Cool website (blog) if you haven’t seen it yet… They grow some interesting stuff. I like the plums and the red fleshed nectarines.
Are those ‘Eagle Beak’ peaches? Nope, Shark Teeth. Great looking plum!
I think they call that one a “watermelon plum”… I want one.
“Seffi” Ben-Dor is a force of nature; if you go to visit, this is about all you’ll see of him. They have mostly Thai workers speaking Hebrew, an odd combination. They are a prolific breeder of stonefruit and low-chill apples. Most of their propagation is from cuttings, grown in soilless medium. He’s the one who supplied the Hashabi apple rootstocks we’ll be introducing next year.

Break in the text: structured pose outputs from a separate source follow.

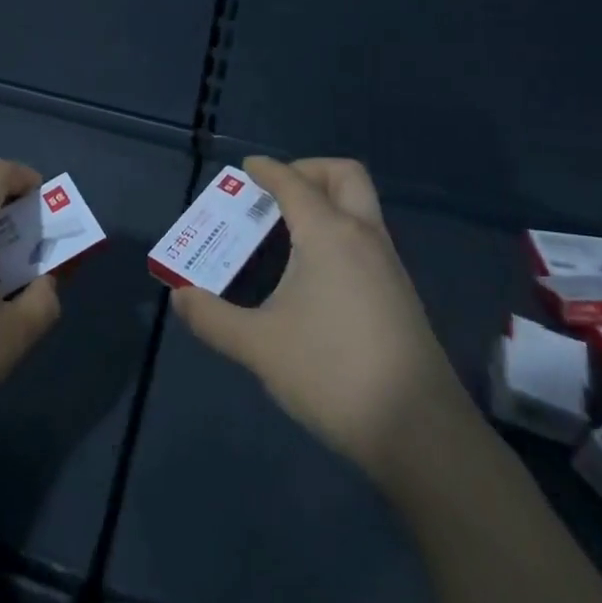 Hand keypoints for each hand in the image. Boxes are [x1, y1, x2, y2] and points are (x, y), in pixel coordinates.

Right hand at [170, 156, 470, 481]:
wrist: (421, 434)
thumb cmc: (332, 373)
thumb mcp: (259, 346)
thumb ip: (212, 317)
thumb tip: (180, 297)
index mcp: (329, 235)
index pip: (294, 183)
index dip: (267, 170)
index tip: (247, 168)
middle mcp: (364, 238)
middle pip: (344, 176)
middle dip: (309, 170)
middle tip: (276, 192)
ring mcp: (389, 266)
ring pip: (361, 208)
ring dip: (326, 202)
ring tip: (285, 232)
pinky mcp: (400, 295)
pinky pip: (366, 239)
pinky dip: (338, 232)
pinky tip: (313, 272) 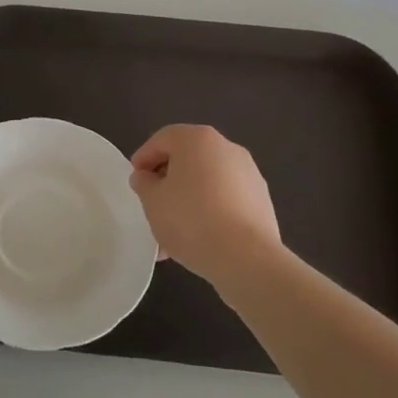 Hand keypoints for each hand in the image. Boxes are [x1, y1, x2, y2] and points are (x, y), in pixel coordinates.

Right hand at [129, 125, 282, 290]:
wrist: (247, 258)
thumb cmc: (191, 220)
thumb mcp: (152, 202)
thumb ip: (143, 184)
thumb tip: (146, 177)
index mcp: (197, 139)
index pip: (162, 139)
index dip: (144, 158)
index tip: (135, 181)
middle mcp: (226, 148)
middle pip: (187, 159)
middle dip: (167, 182)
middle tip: (153, 206)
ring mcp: (249, 174)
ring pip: (207, 182)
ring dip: (188, 200)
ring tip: (172, 234)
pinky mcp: (262, 200)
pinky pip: (226, 199)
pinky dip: (210, 212)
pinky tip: (198, 240) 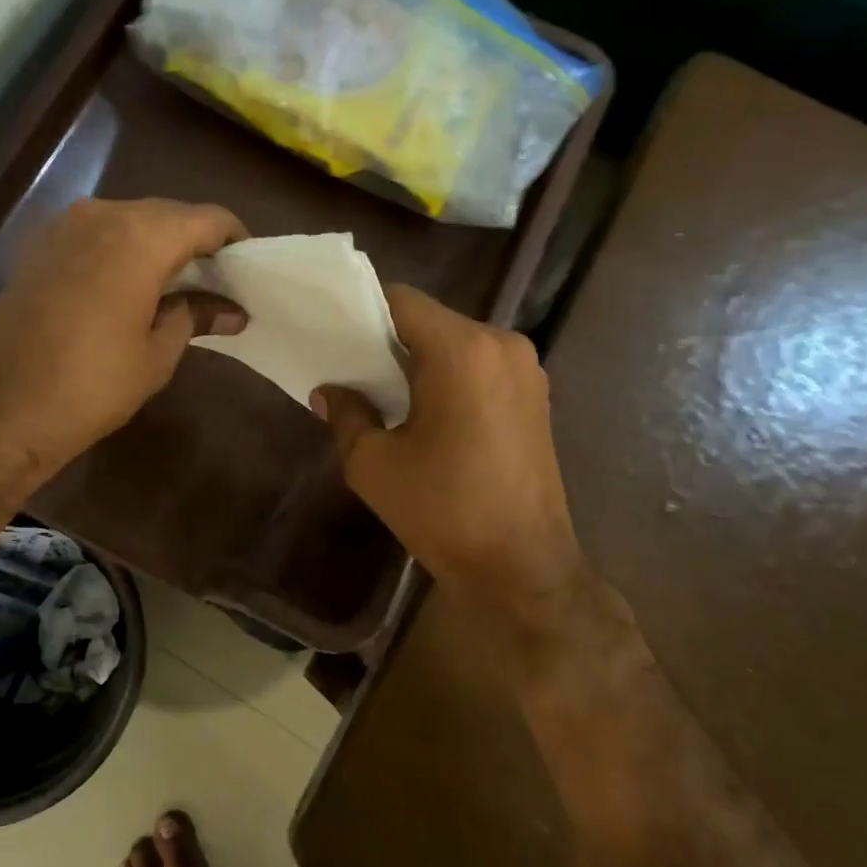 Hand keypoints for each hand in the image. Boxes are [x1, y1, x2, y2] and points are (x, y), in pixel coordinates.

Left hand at [0, 197, 246, 504]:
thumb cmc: (90, 386)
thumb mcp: (156, 355)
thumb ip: (195, 317)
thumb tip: (232, 311)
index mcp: (141, 236)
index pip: (207, 218)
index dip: (235, 239)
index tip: (248, 269)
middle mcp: (102, 214)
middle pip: (168, 214)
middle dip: (197, 243)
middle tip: (219, 283)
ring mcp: (64, 226)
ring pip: (130, 221)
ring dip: (159, 246)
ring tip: (178, 287)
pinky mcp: (39, 246)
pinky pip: (97, 234)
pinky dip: (123, 251)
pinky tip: (131, 287)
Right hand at [314, 286, 584, 619]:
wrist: (520, 566)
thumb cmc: (441, 510)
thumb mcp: (373, 462)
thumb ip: (346, 414)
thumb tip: (328, 392)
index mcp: (462, 350)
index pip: (402, 300)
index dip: (363, 311)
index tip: (335, 334)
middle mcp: (502, 344)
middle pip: (432, 320)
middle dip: (391, 339)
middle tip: (355, 369)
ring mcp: (527, 369)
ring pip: (458, 342)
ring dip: (423, 359)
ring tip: (389, 394)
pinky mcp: (537, 396)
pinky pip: (482, 366)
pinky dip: (451, 376)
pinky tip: (429, 412) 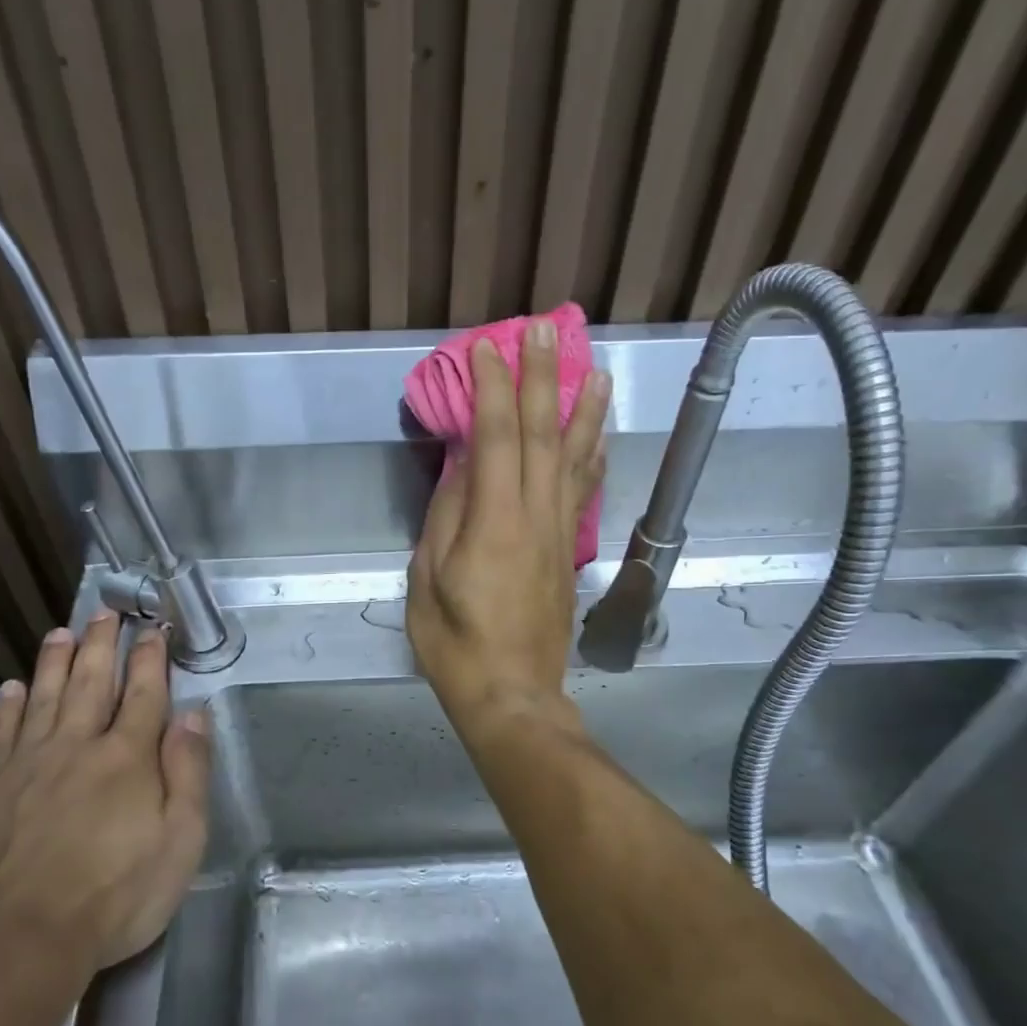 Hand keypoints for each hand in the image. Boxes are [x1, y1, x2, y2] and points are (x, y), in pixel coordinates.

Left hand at [0, 611, 210, 975]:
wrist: (18, 942)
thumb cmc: (115, 898)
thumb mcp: (181, 843)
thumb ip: (189, 773)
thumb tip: (194, 715)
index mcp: (127, 758)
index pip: (144, 694)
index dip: (151, 659)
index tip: (154, 629)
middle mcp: (77, 746)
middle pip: (91, 682)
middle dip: (102, 644)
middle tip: (105, 612)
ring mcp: (27, 765)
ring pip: (44, 697)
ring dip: (55, 661)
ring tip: (61, 631)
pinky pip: (2, 733)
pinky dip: (9, 705)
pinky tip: (11, 687)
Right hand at [407, 319, 608, 729]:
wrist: (511, 694)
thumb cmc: (455, 643)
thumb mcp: (428, 580)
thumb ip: (446, 518)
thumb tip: (464, 469)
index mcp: (494, 523)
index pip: (497, 438)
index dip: (493, 388)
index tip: (487, 347)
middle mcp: (536, 517)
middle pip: (543, 436)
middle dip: (543, 379)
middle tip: (544, 331)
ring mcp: (559, 534)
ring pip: (575, 460)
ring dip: (583, 410)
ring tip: (595, 369)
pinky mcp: (567, 553)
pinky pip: (583, 493)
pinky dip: (592, 458)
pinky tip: (598, 438) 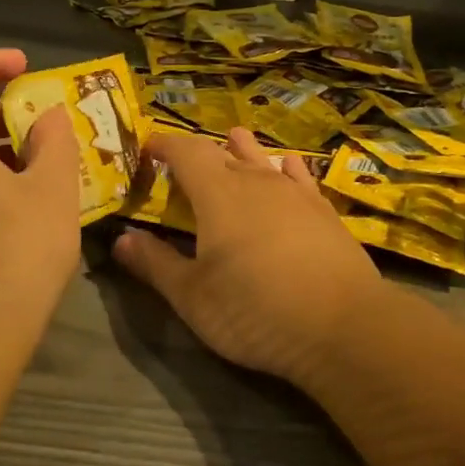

I guess “The Land of Milk and Honey” and…
plums, peaches, apricots apples, …
Are these seedings? They all grow in a small bag
Yes, these are seedlings, mostly citrus and avocado in this area. The greenhouses go on and on; they can control daylight, temperature, and humidity to grow and propagate year-round. Even out in the field they grow in bags because of soil disease.
They do have extensive orchards however, as they produce and pack fruit as well as selling seedlings.
Im terribly interested in this rootstock! What can you tell us about it and its qualities? I read your blog post about it on your web page but it looks to be quite old.
There’s not much information available on them; I found an article by the breeder, Raphael Assaf, translated from French:
“A series of Hashabi clones, selected in the orchards in Israel, were selected for a study of behavior. In different culture conditions, clones MH 13-4, MH 14-5 and 15-6 MH were the most productive. For Spur Type, Oregon Spur was the best crops in the orchards in 2500 trees / ha and with MH 14-5, MH 13-4 monitoring. Standard varieties Golden Delicious and Jonathan, on the rootstock MH 13-4, and 1250 or 1670 trees / ha, give better yields and good fruit… The Hashabi, well adapted to the climate of Israel, have a good vegetation and a balanced output. MH 12-1, followed by MH 15-6, MH 14-5 then are the most vigorous rootstocks studied. MH 13-4 is most interesting for its dwarfing effect… English Clones, such as MM-106, are the lowest. All new planting of trees in Israel are carried out today with these new Hashabi clones.”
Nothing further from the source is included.